AIM OF THE EXERCISE: Out of the listing below, copy every line that carries the string "nodes".

RAW DATA:
——

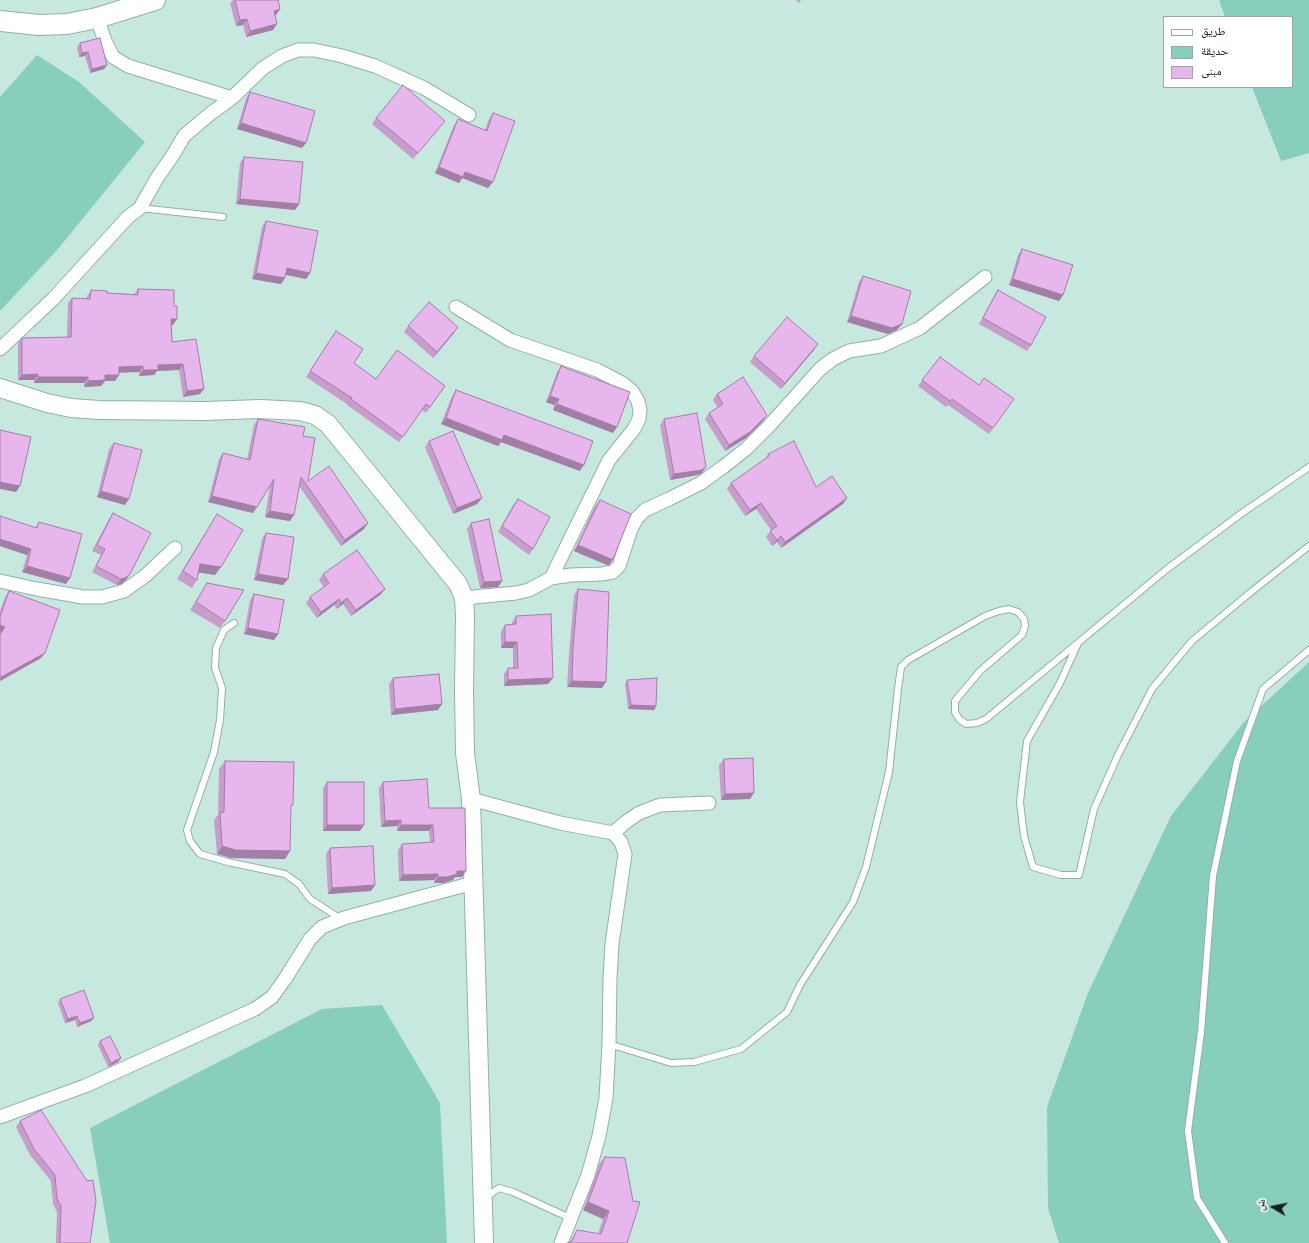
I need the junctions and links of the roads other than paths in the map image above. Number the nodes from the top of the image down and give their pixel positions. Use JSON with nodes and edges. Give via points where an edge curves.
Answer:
{"nodes":[{"id":1,"x":155,"y":0,"type":"edge"},
{"id":2,"x":97,"y":18,"type":"junction"},
{"id":3,"x":0,"y":21,"type":"edge"},
{"id":4,"x":232,"y":98,"type":"junction"},
{"id":5,"x":469,"y":114,"type":"dead end"},
{"id":6,"x":140,"y":208,"type":"junction"},
{"id":7,"x":223,"y":218,"type":"dead end"},
{"id":8,"x":985,"y":277,"type":"dead end"},
{"id":9,"x":456,"y":307,"type":"dead end"},
{"id":10,"x":0,"y":349,"type":"edge"},
{"id":11,"x":0,"y":388,"type":"edge"},
{"id":12,"x":1309,"y":467,"type":"edge"},
{"id":13,"x":1309,"y":546,"type":"edge"},
{"id":14,"x":175,"y":548,"type":"dead end"},
{"id":15,"x":551,"y":578,"type":"junction"},
{"id":16,"x":0,"y":580,"type":"edge"},
{"id":17,"x":464,"y":598,"type":"junction"},
{"id":18,"x":234,"y":623,"type":"edge"},
{"id":19,"x":1079,"y":642,"type":"junction"},
{"id":20,"x":1309,"y":650,"type":"edge"},
{"id":21,"x":471,"y":799,"type":"junction"},
{"id":22,"x":709,"y":803,"type":"dead end"},
{"id":23,"x":614,"y":833,"type":"junction"},
{"id":24,"x":473,"y":883,"type":"junction"},
{"id":25,"x":341,"y":919,"type":"junction"},
{"id":26,"x":609,"y":1044,"type":"junction"},
{"id":27,"x":0,"y":1117,"type":"edge"},
{"id":28,"x":482,"y":1200,"type":"junction"},
{"id":29,"x":570,"y":1218,"type":"junction"},
{"id":30,"x":484,"y":1243,"type":"edge"},
{"id":31,"x":561,"y":1243,"type":"edge"},
{"id":32,"x":1225,"y":1243,"type":"edge"}],
"edges":[{"from":1,"to":2,"type":"main road"},
{"from":2,"to":3,"type":"main road","via":[[67,24],[39,25]]},
{"from":2,"to":4,"type":"street","via":[[113,57],[128,66]]},
{"from":4,"to":5,"type":"street","via":[[263,68],[282,56],[298,50],[314,50],[375,66],[424,88]]},
{"from":4,"to":6,"type":"street","via":[[184,136]]},
{"from":6,"to":7,"type":"lane"},
{"from":6,"to":10,"type":"street","via":[[53,299]]},
{"from":8,"to":15,"type":"street","via":[[920,328],[881,346],[849,351],[820,369],[769,426],[723,468],[701,483],[645,510],[631,529],[619,566],[613,572]]},
{"from":9,"to":15,"type":"street","via":[[510,340],[597,370],[622,383],[632,391],[638,401],[639,420],[609,460]]},
{"from":11,"to":17,"type":"street","via":[[71,408],[205,411],[260,409],[300,411],[315,415],[328,424],[458,584]]},
{"from":12,"to":19,"type":"lane","via":[[1167,569]]},
{"from":13,"to":19,"type":"lane","via":[[1192,641],[1152,689],[1094,809],[1079,875],[1061,875],[1033,867],[1024,836],[1020,802],[1027,741],[1060,683]]},
{"from":14,"to":16,"type":"street","via":[[145,576],[124,591],[102,597],[83,597]]},
{"from":15,"to":17,"type":"street","via":[[529,590],[516,593]]},
{"from":17,"to":21,"type":"street","via":[[465,753]]},
{"from":18,"to":25,"type":"lane","via":[[224,630],[216,648],[215,668],[222,688],[220,720],[214,752],[187,830],[190,841],[200,854],[285,874],[299,884],[310,899]]},
{"from":19,"to":26,"type":"lane","via":[[986,719],[977,723],[966,724],[958,719],[955,701],[980,671],[1022,634],[1024,619],[1018,612],[1009,609],[985,616],[908,660],[901,667],[889,772],[866,867],[853,902],[800,985],[787,1012],[742,1049],[694,1062],[671,1063]]},
{"from":20,"to":32,"type":"lane","via":[[1263,689],[1237,761],[1213,876],[1201,1032],[1188,1131],[1197,1198]]},
{"from":21,"to":23,"type":"street"},
{"from":21,"to":24,"type":"street"},
{"from":22,"to":23,"type":"street","via":[[660,805],[639,813]]},
{"from":23,"to":26,"type":"street","via":[[622,842],[624,854],[612,944]]},
{"from":24,"to":25,"type":"street"},
{"from":24,"to":28,"type":"street"},
{"from":25,"to":27,"type":"street","via":[[322,927],[310,939],[272,997],[255,1009],[85,1086]]},
{"from":26,"to":29,"type":"street","via":[[606,1098],[599,1136],[588,1175]]},
{"from":28,"to":29,"type":"lane","via":[[499,1188]]},
{"from":28,"to":30,"type":"street"},
{"from":29,"to":31,"type":"street"}]}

——

SOLUTION TO THE EXERCISE:
I need the junctions and links of the roads other than paths in the map image above. Number the nodes from the top of the image down and give their pixel positions. Use JSON with nodes and edges. Give via points where an edge curves.
{"nodes":[{"id":1,"x":155,"y":0,"type":"edge"},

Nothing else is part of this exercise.